As my customers know, I attempt to be balanced in my thoughts on the metals both positive and negative. This week both gold and silver went below their 50-day moving averages and continue to be well above their 200-day moving averages. These moving averages are what the large money managers and hedge funds look at for their overall trend analysis.
Weighing on the metals this week was an increase in the US Dollar, which has a negative correlation to metals and former FED policy maker and former head of the Cleveland Federal Reserve Bank, Loretta Mester, saying on Tuesday that the market is right that there will not be as many FED interest rate cuts next year based on President Trump’s proposed tariffs.
On Wednesday, the Consumer Price Index (CPI) came in + .2 % in October in line with expectations with an annual rate of 2.6%. The core CPI number which excludes food and energy was up .3% at an annual rate of 3.3% all above the FED’s 2% inflation target.
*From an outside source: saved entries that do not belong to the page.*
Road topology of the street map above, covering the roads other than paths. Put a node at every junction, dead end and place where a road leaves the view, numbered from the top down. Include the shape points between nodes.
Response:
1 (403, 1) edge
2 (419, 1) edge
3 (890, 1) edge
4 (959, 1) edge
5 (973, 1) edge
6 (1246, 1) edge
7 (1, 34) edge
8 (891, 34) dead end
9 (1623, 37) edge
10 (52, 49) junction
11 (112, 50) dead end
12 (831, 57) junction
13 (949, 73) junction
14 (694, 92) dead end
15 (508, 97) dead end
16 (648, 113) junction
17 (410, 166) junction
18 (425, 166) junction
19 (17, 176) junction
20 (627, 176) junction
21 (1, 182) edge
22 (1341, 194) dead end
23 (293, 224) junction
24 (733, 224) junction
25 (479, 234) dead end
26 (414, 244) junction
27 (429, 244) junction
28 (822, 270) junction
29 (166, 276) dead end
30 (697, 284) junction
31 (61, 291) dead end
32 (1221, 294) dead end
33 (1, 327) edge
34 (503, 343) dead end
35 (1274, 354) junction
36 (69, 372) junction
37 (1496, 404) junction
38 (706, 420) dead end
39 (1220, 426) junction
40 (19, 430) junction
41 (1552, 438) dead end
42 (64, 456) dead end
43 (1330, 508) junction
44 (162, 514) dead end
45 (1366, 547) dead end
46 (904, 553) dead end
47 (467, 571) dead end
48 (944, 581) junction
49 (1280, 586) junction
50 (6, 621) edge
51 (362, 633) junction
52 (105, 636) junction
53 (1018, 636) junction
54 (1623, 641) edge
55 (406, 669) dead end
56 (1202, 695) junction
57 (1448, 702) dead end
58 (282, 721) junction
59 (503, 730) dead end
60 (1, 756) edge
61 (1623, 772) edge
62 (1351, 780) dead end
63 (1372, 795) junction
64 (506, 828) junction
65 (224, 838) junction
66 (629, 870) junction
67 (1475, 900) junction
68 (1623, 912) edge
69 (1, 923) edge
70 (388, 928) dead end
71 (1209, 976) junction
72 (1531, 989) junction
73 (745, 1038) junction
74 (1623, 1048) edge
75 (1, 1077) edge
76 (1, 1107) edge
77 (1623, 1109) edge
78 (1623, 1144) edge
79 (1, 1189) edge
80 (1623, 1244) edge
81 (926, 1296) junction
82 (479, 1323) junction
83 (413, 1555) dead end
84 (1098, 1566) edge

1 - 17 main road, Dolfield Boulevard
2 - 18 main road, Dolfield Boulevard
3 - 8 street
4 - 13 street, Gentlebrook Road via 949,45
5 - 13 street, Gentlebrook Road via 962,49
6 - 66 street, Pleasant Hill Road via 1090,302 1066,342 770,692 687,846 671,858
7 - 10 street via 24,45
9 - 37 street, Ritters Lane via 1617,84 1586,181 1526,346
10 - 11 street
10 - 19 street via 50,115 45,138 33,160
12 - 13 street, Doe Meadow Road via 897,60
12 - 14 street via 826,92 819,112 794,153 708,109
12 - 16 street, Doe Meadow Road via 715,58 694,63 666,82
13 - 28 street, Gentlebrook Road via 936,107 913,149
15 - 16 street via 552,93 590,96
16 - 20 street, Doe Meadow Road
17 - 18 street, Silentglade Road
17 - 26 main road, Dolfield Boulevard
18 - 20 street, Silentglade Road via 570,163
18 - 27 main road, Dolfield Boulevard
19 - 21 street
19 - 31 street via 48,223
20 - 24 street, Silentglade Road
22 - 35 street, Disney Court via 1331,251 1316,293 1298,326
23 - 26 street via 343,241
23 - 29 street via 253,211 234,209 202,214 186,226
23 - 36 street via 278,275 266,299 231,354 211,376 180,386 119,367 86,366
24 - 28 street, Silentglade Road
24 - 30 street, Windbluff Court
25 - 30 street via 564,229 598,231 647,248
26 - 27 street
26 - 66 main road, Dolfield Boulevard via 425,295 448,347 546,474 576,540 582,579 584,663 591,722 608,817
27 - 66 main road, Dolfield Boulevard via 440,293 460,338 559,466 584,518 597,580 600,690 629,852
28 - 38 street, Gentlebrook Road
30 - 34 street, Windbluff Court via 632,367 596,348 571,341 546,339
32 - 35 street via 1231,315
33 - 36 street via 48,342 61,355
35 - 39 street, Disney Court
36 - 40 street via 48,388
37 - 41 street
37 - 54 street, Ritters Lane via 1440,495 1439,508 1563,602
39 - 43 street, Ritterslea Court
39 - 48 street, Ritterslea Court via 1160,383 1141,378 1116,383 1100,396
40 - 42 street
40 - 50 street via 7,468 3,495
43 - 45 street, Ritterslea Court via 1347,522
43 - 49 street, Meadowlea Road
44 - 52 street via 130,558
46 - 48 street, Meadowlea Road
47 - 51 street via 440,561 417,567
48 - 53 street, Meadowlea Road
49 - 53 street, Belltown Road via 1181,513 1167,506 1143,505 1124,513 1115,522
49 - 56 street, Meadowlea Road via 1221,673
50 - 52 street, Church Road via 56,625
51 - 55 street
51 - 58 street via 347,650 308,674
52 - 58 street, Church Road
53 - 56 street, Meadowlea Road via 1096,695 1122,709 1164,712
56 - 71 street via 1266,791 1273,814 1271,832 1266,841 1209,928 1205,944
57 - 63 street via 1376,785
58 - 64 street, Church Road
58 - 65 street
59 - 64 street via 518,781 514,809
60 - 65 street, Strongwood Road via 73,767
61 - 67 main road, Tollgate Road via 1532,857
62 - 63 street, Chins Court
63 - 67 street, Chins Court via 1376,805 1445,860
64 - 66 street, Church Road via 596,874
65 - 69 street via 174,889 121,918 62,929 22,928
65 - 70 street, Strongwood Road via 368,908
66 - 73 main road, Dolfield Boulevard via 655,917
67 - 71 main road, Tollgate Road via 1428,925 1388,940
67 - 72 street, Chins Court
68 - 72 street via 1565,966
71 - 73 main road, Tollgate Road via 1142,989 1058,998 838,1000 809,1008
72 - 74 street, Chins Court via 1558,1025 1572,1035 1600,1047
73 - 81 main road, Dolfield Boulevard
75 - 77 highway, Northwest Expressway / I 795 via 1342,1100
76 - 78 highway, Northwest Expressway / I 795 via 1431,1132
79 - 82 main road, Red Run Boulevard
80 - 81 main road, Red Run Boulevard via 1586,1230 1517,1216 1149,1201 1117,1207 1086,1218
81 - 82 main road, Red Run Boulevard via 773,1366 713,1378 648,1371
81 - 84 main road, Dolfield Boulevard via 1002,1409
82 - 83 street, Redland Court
The CPI numbers are beginning to trend up from this summer’s lows.
On Thursday, the Producer Price Index (PPI) came in at +.2% in October in line with expectations with an annual rate of 2.4%. The core PPI number which excludes food and energy was up .3% at an annual rate of 3.1% all above the FED’s 2% inflation target. In the afternoon party pooper Powell said that the FED is in no rush to lower interest rates. That lowered the stock indices and gold and silver. The metals have rebounded with gold recouping almost all of that drop and silver having recouped that drop and has moved higher.
Thursday saw the crypto prices decline having a moderating effect on metals prices. The stock indices have now had three declining days in a row with the potential for lower prices today. Are metals prices ready for a rebound from, in my opinion, the overreaction to the downside? (I believe so!)